** Records for this task follows **
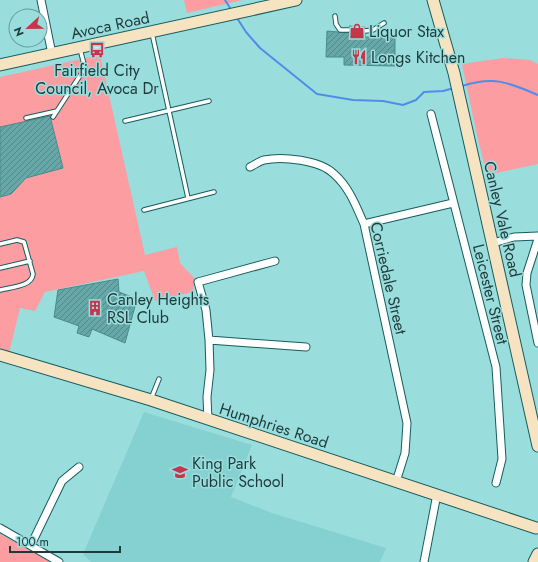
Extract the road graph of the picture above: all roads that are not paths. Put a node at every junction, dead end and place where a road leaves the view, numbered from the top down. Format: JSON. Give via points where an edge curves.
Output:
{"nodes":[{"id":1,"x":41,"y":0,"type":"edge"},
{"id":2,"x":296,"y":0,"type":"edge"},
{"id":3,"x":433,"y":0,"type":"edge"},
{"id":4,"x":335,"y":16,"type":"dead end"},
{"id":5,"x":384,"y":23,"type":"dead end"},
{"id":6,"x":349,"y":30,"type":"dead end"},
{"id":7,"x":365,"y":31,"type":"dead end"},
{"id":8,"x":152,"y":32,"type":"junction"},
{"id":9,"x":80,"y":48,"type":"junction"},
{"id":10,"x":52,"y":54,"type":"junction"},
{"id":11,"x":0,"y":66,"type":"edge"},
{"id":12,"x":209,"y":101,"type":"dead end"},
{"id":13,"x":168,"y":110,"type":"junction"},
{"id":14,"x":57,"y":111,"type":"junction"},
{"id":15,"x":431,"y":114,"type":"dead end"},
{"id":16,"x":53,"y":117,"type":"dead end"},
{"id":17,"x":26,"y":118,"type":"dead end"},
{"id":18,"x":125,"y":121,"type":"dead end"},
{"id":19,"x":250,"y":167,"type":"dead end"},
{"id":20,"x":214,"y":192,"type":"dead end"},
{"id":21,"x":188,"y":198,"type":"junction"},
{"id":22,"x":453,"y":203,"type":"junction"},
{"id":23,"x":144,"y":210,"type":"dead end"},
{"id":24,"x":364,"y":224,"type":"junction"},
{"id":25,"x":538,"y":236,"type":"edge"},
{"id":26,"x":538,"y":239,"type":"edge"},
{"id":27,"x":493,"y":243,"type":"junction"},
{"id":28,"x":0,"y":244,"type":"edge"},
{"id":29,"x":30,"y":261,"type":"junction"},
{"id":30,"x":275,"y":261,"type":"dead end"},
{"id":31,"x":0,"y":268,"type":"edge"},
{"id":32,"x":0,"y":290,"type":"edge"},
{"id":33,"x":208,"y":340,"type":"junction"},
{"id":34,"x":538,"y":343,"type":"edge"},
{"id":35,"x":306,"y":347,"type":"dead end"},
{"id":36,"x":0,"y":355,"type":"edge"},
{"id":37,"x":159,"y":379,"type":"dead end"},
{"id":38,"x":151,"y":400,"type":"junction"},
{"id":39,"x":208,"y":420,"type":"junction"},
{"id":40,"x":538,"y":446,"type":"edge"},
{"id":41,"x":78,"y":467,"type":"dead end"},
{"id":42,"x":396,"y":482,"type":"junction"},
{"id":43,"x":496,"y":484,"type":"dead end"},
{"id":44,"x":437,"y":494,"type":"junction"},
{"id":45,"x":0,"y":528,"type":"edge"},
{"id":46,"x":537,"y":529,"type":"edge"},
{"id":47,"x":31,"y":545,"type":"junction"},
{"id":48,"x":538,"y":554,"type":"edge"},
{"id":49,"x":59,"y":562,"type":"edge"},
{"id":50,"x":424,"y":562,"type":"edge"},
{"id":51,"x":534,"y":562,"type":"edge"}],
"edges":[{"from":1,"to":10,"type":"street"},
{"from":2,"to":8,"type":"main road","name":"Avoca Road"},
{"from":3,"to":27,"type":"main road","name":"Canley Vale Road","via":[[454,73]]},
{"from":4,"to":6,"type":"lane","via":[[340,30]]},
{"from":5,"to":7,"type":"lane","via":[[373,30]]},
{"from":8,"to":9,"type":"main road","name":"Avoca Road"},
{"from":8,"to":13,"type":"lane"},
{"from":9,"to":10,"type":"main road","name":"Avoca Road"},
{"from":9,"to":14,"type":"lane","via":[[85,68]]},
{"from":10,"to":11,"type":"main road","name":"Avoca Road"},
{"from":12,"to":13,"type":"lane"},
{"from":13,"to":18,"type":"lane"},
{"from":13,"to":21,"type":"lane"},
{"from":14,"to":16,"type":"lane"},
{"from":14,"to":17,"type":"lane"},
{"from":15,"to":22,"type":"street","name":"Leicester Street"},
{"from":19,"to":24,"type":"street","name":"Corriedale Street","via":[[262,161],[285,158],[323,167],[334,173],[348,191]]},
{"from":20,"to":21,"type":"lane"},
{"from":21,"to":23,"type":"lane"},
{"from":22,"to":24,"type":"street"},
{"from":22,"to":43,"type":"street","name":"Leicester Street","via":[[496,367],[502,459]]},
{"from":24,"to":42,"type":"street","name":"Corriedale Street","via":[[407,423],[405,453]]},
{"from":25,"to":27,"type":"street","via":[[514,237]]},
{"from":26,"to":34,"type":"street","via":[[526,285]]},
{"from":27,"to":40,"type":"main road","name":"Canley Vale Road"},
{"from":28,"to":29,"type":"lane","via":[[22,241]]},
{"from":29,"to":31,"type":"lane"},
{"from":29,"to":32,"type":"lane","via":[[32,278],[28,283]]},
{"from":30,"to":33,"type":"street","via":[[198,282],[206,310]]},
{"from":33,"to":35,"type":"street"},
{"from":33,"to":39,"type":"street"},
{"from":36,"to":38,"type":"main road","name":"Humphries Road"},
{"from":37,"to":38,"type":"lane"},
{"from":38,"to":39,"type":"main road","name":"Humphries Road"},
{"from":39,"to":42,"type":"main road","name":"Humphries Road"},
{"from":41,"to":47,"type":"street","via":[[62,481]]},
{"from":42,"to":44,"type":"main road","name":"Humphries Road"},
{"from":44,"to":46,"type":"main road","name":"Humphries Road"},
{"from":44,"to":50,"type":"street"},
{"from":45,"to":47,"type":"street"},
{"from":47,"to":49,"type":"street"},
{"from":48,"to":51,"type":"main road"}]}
** End of Records for this task **
** Records for this task follows **
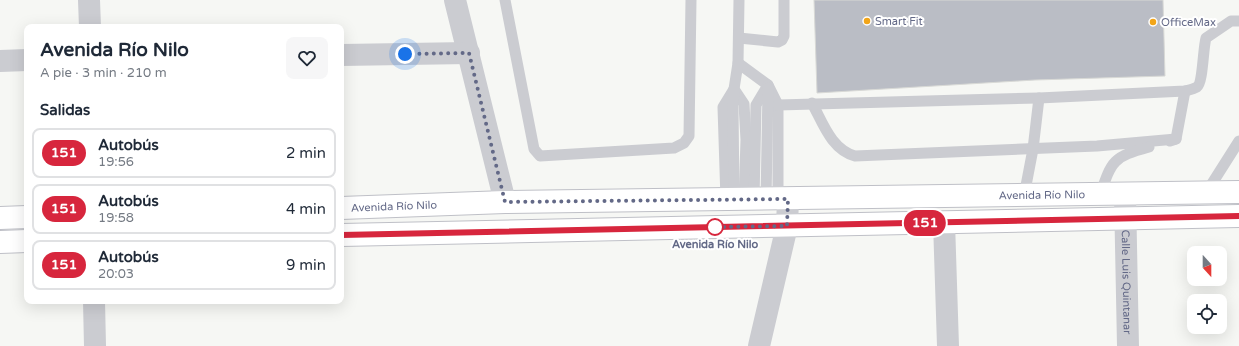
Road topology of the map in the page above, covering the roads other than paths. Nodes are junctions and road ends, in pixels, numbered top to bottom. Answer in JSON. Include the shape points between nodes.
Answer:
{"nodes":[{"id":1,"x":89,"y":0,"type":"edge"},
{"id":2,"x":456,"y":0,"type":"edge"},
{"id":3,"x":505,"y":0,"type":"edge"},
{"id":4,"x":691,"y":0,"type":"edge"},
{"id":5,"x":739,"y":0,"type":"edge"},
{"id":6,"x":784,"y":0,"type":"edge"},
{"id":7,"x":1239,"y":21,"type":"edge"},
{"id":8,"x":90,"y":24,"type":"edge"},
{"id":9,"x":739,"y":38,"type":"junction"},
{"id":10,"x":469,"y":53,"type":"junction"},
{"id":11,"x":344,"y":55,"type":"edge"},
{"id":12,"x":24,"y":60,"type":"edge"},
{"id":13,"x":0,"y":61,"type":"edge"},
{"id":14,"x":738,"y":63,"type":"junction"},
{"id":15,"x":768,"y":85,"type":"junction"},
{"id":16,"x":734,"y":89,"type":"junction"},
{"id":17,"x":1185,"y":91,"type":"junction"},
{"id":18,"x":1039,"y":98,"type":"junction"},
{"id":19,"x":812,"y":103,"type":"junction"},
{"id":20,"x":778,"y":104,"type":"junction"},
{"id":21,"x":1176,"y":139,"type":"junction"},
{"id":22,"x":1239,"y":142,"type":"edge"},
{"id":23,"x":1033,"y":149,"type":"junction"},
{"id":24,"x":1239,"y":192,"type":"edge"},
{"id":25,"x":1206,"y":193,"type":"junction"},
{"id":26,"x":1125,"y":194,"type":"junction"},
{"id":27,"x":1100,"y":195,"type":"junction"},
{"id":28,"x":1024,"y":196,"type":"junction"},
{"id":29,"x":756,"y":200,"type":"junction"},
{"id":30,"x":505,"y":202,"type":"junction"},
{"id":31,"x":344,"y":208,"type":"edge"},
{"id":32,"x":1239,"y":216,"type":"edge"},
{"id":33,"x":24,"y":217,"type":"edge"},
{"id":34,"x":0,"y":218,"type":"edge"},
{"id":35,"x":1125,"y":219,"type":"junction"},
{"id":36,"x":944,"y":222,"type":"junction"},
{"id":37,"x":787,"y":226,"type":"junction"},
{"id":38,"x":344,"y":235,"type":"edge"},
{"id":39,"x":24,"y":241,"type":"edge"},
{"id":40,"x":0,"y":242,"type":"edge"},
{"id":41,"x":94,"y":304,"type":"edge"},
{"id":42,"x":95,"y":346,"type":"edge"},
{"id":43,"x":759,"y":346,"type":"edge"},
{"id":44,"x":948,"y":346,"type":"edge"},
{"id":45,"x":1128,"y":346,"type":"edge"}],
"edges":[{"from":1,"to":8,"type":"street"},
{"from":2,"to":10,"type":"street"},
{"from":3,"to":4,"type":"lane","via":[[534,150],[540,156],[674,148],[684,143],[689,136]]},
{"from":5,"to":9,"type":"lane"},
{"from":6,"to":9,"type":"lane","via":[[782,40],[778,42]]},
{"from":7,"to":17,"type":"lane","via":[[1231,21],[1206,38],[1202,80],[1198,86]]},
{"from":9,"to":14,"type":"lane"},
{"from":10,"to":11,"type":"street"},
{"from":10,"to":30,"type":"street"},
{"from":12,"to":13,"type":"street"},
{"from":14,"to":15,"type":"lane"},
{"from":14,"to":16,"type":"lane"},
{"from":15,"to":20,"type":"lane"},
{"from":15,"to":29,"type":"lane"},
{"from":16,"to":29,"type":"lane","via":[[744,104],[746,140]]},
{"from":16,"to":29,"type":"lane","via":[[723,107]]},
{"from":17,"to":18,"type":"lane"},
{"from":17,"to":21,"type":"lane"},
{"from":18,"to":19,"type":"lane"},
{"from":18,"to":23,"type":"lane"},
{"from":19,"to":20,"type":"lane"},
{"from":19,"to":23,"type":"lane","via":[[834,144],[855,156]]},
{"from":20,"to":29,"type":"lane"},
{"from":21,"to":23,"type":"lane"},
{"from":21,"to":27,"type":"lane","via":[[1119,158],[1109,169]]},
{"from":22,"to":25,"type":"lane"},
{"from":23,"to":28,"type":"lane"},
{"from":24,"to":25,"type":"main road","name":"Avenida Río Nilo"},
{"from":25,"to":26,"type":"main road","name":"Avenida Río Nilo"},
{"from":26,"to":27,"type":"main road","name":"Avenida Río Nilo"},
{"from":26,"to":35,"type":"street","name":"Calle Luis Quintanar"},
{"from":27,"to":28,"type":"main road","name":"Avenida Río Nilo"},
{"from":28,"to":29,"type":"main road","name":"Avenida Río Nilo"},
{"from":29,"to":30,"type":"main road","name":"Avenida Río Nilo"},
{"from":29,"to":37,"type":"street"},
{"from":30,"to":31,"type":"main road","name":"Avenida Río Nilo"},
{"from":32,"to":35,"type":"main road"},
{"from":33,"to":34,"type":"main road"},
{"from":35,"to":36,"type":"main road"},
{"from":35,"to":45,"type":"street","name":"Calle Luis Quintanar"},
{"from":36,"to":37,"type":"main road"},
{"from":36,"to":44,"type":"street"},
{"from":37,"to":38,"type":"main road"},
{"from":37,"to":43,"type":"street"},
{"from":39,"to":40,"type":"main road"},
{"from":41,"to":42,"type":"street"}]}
** End of Records for this task **
** Records for this task follows **
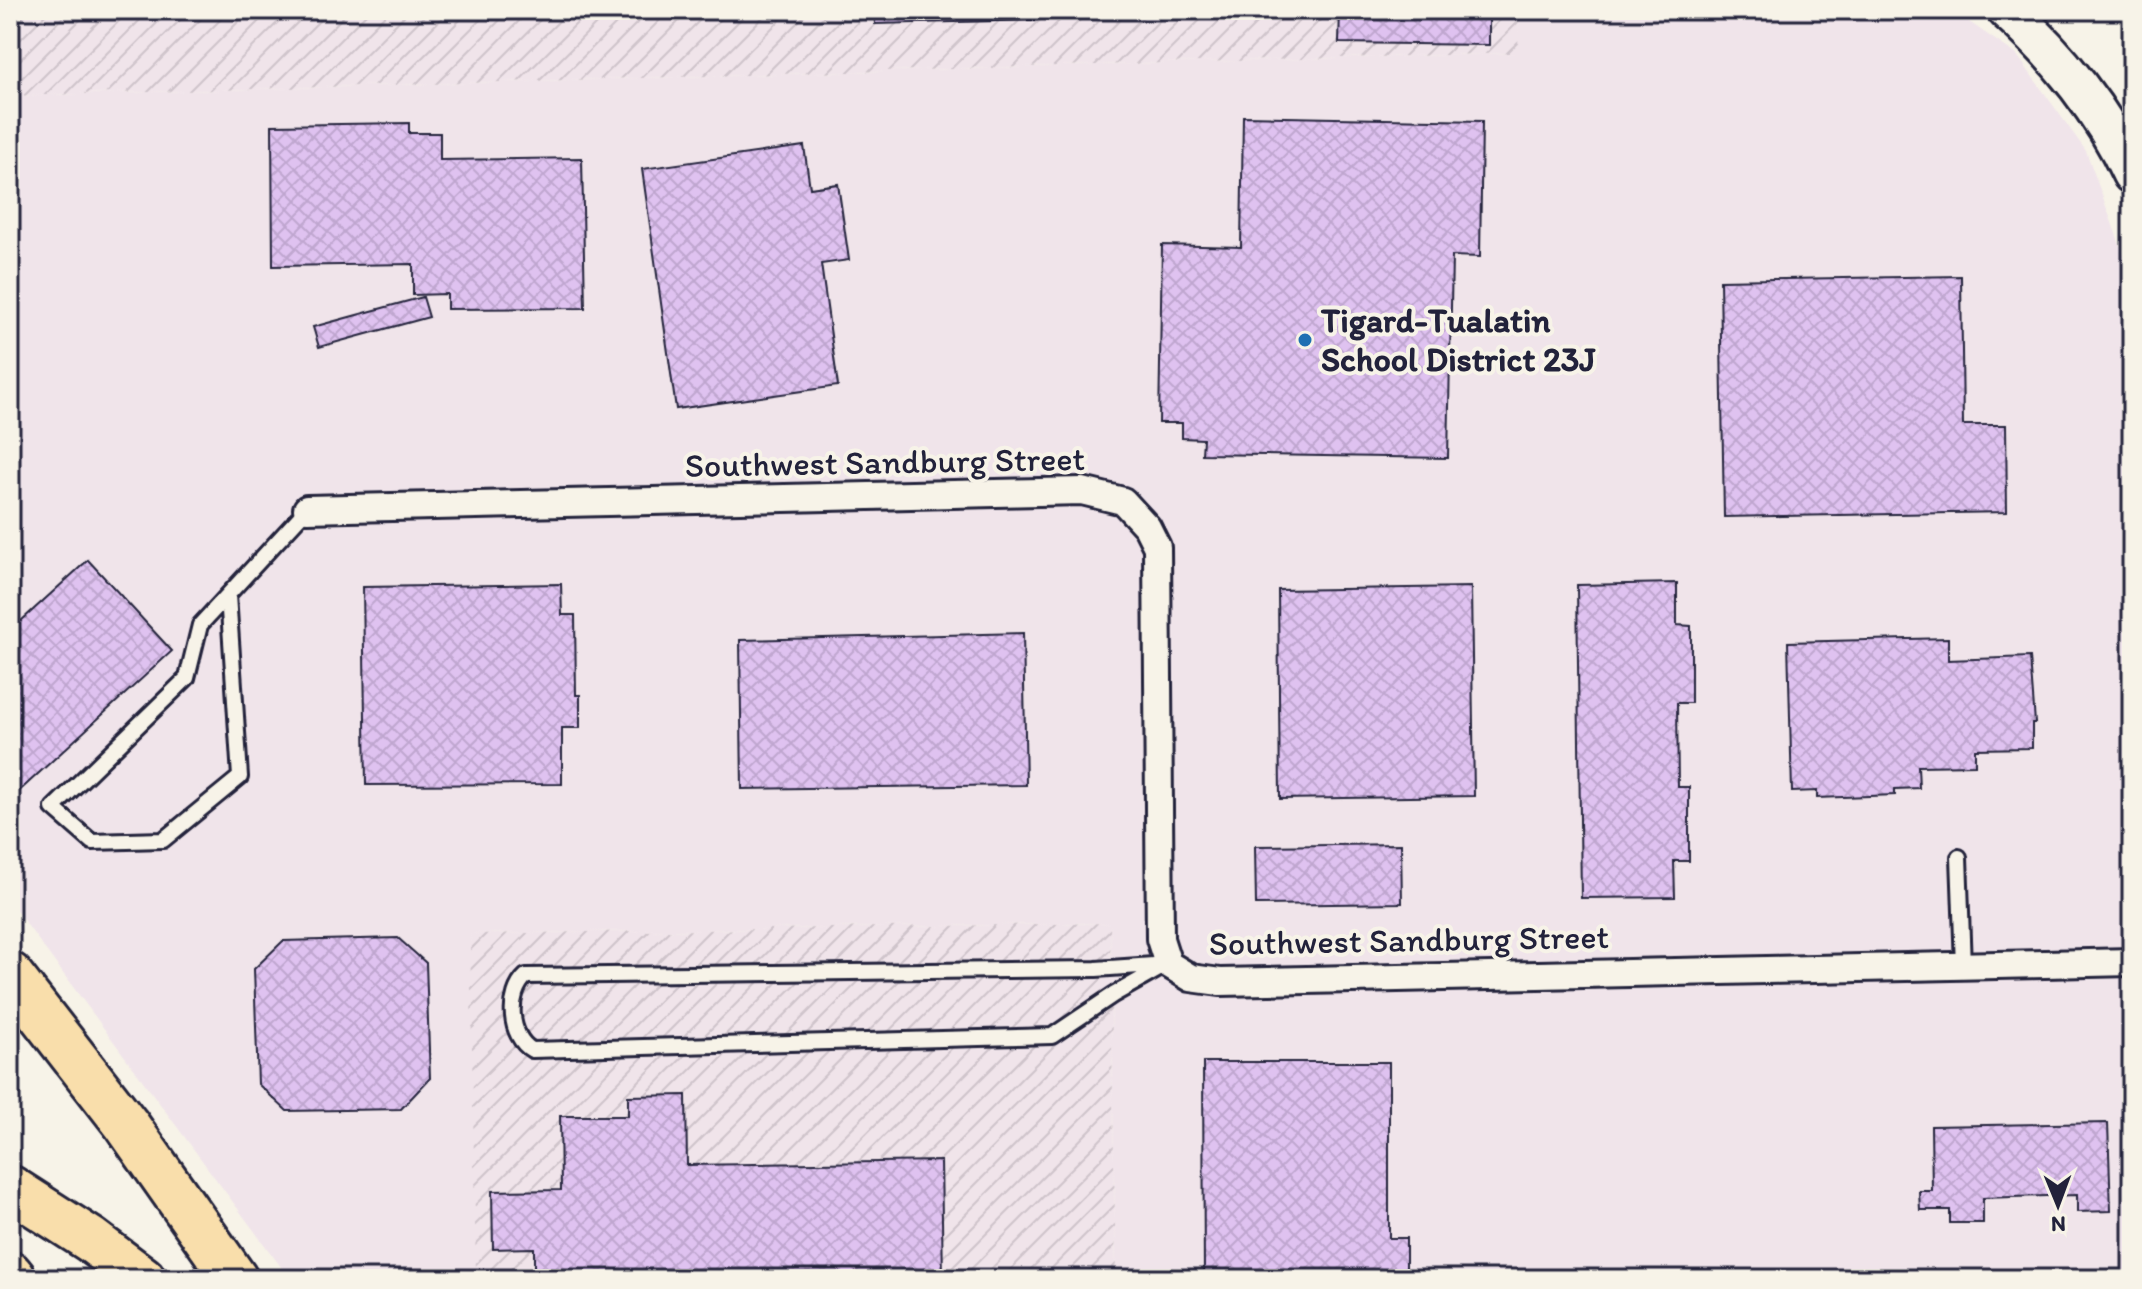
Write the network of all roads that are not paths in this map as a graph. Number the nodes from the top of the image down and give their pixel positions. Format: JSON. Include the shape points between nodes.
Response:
** End of Records for this task **
## Work order
The word "Include" appears in some of the lines above. Copy those lines.

## Solution for this exercise
Road topology of the map in the page above, covering the roads other than paths. Nodes are junctions and road ends, in pixels, numbered top to bottom. Answer in JSON. Include the shape points between nodes.
Write the network of all roads that are not paths in this map as a graph. Number the nodes from the top of the image down and give their pixel positions. Format: JSON. Include the shape points between nodes.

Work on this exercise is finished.